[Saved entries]
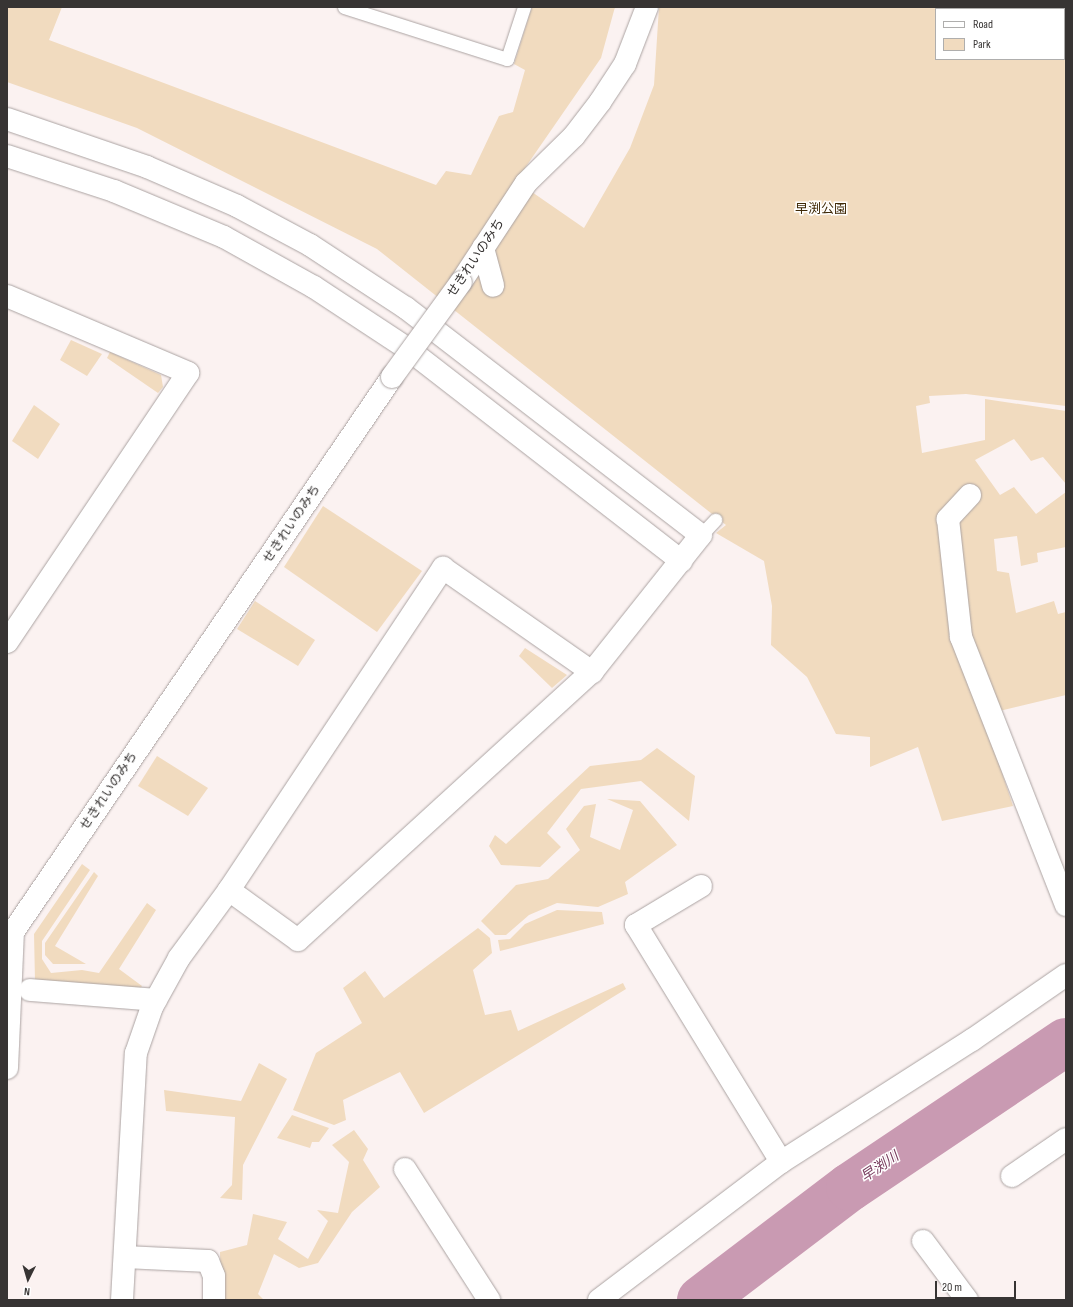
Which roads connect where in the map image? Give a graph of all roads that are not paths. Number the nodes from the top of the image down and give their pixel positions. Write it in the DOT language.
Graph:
graph roads {
  1 [pos="344,7"];
  2 [pos="524,7"];
  3 [pos="647,7"];
  4 [pos="7,119"];
  5 [pos="7,156"];
  6 [pos="483,248"];
  7 [pos="493,286"];
  8 [pos="7,296"];
  9 [pos="970,495"];
  10 [pos="681,561"];
  11 [pos="7,642"];
  12 [pos="592,672"];
  13 [pos="701,886"];
  14 [pos="229,890"];
  15 [pos="1066,905"];
  16 [pos="1066,975"];
  17 [pos="30,990"];
  18 [pos="156,1000"];
  19 [pos="7,1068"];
  20 [pos="1066,1139"];
  21 [pos="781,1162"];
  22 [pos="405,1169"];
  23 [pos="1012,1176"];
  24 [pos="923,1241"];
  25 [pos="125,1257"];
  26 [pos="122,1300"];
  27 [pos="214,1300"];
  28 [pos="489,1300"];
  29 [pos="599,1300"];
  30 [pos="967,1300"];
  1 -- 2 [label="lane"];
  3 -- 6 [label="street, せきれいのみち"];
  4 -- 10 [label="street"];
  5 -- 10 [label="street"];
  6 -- 7 [label="street"];
  6 -- 19 [label="street, せきれいのみち, bridge"];
  8 -- 11 [label="street"];
  9 -- 15 [label="street"];
  10 -- 12 [label="street"];
  12 -- 14 [label="street"];
  12 -- 14 [label="street"];
  13 -- 21 [label="street"];
  14 -- 18 [label="street"];
  16 -- 21 [label="street"];
  17 -- 18 [label="street"];
  18 -- 25 [label="street"];
  20 -- 23 [label="street"];
  21 -- 29 [label="street"];
  22 -- 28 [label="street"];
  24 -- 30 [label="street"];
  25 -- 26 [label="street"];
  25 -- 27 [label="street"];
}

### Your goal:
Print every entry exactly as written, without the pictures.

### Exercise result:
Which roads connect where in the map image? Give a graph of all roads that are not paths. Number the nodes from the top of the image down and give their pixel positions. Write it in the DOT language.
Graph:
graph roads {
  1 [pos="344,7"];
  2 [pos="524,7"];
  3 [pos="647,7"];
  4 [pos="7,119"];
  5 [pos="7,156"];
  6 [pos="483,248"];
  7 [pos="493,286"];
  8 [pos="7,296"];
  9 [pos="970,495"];
  10 [pos="681,561"];
  11 [pos="7,642"];
  12 [pos="592,672"];
  13 [pos="701,886"];
  14 [pos="229,890"];
  15 [pos="1066,905"];
  16 [pos="1066,975"];
  17 [pos="30,990"];
  18 [pos="156,1000"];
  19 [pos="7,1068"];
  20 [pos="1066,1139"];
  21 [pos="781,1162"];
  22 [pos="405,1169"];
  23 [pos="1012,1176"];
  24 [pos="923,1241"];
  25 [pos="125,1257"];
  26 [pos="122,1300"];
  27 [pos="214,1300"];
  28 [pos="489,1300"];
  29 [pos="599,1300"];
  30 [pos="967,1300"];
  1 -- 2 [label="lane"];
  3 -- 6 [label="street, せきれいのみち"];
  4 -- 10 [label="street"];
  5 -- 10 [label="street"];
  6 -- 7 [label="street"];
  6 -- 19 [label="street, せきれいのみち, bridge"];
  8 -- 11 [label="street"];
  9 -- 15 [label="street"];
  10 -- 12 [label="street"];
  12 -- 14 [label="street"];
  12 -- 14 [label="street"];
  13 -- 21 [label="street"];
  14 -- 18 [label="street"];
  16 -- 21 [label="street"];
  17 -- 18 [label="street"];
  18 -- 25 [label="street"];
  20 -- 23 [label="street"];
  21 -- 29 [label="street"];
  22 -- 28 [label="street"];
  24 -- 30 [label="street"];
  25 -- 26 [label="street"];
  25 -- 27 [label="street"];
}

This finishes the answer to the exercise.